Show every line of the data where the word "wrist" can be found.
* * * * * * *
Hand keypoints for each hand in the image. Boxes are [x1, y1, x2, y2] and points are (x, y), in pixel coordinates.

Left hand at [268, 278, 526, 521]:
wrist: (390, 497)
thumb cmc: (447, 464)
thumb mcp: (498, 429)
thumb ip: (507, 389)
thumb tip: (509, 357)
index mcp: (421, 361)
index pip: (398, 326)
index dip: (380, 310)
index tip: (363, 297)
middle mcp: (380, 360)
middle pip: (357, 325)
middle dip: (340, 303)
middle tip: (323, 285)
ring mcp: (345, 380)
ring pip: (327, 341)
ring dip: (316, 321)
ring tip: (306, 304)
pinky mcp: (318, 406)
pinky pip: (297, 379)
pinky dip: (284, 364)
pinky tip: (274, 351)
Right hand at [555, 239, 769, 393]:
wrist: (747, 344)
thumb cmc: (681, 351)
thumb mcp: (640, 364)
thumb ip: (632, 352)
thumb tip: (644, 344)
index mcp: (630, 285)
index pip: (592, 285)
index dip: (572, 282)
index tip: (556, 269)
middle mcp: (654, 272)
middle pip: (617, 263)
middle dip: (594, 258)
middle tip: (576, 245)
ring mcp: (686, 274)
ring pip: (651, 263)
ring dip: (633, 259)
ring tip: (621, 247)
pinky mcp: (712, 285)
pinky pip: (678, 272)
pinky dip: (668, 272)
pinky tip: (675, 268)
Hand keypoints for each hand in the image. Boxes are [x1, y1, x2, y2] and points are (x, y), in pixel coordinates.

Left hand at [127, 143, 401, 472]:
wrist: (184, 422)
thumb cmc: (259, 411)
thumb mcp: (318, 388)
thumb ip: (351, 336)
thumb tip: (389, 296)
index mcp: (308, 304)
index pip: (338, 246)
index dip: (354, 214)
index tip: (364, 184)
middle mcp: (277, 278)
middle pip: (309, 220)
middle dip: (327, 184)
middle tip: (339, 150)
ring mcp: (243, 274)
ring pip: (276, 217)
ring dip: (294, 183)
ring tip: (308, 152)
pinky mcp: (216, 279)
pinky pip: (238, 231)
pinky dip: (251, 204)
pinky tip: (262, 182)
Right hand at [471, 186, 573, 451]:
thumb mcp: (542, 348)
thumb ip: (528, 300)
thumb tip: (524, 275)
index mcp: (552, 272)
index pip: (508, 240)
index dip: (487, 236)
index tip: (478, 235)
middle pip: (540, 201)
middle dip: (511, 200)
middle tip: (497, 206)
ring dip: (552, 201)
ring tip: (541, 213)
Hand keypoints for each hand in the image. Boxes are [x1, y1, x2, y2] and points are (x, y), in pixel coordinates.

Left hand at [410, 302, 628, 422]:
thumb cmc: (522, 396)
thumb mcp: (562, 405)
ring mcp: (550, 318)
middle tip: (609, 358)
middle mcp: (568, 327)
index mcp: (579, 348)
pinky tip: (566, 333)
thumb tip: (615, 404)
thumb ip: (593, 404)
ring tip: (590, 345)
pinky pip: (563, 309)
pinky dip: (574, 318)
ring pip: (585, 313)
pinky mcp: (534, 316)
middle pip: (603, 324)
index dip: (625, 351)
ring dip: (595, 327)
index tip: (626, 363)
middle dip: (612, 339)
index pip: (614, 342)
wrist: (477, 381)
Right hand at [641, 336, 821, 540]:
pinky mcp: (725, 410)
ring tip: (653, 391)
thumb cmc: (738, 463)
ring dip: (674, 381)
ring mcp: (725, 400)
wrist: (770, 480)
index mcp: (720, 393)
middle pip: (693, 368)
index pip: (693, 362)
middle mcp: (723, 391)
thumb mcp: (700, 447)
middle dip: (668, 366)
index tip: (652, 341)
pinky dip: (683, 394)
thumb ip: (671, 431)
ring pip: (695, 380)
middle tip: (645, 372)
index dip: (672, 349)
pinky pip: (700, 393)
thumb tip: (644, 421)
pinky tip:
* * * * * * *
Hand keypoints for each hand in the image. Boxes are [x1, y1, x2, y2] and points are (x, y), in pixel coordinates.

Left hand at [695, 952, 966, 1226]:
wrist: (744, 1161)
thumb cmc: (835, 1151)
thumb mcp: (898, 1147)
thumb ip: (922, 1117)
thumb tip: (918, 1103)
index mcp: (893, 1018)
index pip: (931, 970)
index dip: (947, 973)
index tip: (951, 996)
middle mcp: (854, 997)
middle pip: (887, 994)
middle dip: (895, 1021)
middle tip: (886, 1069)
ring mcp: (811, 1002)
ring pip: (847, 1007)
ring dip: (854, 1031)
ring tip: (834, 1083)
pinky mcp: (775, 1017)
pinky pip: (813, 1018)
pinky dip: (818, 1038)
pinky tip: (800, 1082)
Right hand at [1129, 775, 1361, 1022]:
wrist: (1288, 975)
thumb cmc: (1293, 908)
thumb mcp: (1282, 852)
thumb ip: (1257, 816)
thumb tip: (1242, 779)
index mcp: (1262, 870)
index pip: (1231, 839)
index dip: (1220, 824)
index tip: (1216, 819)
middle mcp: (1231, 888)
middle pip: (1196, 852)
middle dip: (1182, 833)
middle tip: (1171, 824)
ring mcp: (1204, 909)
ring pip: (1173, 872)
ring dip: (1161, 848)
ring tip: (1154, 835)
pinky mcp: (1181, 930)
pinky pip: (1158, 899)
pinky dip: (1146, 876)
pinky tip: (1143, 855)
* * * * * * *
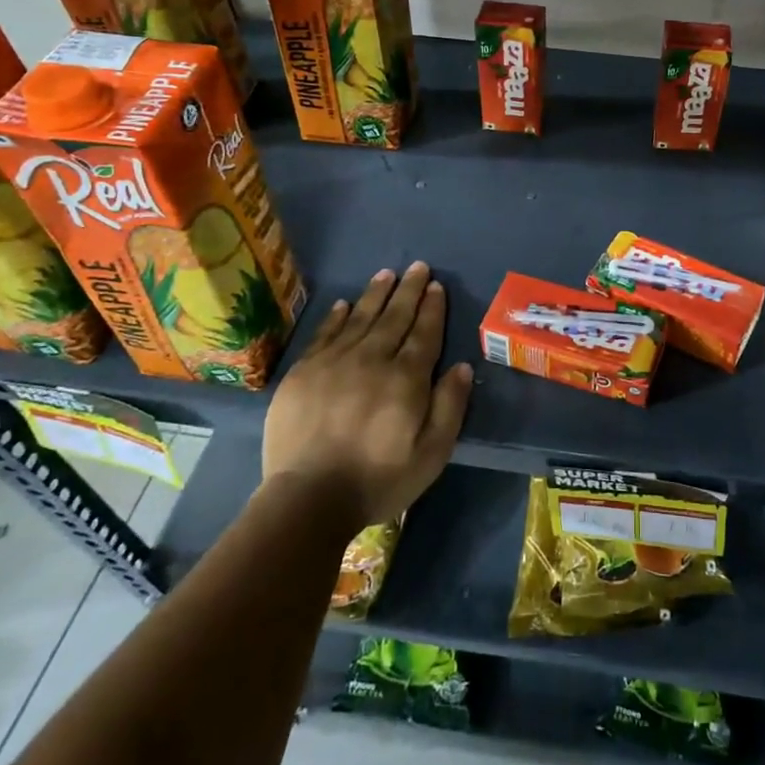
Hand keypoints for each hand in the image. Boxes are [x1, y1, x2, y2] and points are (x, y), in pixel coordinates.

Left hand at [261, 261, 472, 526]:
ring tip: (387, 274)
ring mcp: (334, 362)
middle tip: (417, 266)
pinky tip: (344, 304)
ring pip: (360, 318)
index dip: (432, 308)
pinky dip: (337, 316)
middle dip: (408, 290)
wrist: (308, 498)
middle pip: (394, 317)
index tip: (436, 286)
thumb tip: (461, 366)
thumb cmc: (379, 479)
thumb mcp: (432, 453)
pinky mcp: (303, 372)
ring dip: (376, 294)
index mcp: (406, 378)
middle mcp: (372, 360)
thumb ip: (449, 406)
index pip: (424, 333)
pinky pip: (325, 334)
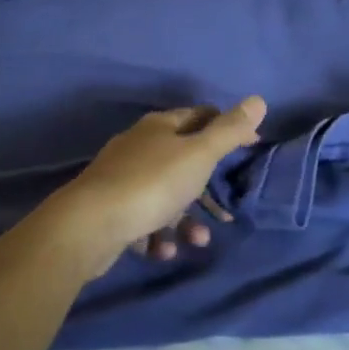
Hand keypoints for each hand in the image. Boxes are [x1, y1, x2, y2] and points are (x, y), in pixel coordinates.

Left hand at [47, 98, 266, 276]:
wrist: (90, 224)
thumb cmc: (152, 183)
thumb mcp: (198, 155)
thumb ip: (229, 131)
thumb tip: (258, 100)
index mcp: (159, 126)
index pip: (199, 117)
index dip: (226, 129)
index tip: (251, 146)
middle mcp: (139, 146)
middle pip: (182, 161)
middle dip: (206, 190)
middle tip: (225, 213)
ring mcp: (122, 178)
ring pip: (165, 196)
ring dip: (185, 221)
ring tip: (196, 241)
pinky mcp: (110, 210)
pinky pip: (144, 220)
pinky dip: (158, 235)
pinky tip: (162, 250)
* * * * * * *
◆ EXERCISE ANSWER ◆
wrist: (390, 497)
wrist: (747, 344)
wrist: (184, 422)
wrist: (477, 381)
wrist: (770, 480)
wrist: (744, 1161)
wrist: (1288, 975)
wrist: (308, 498)
wrist: (90, 224)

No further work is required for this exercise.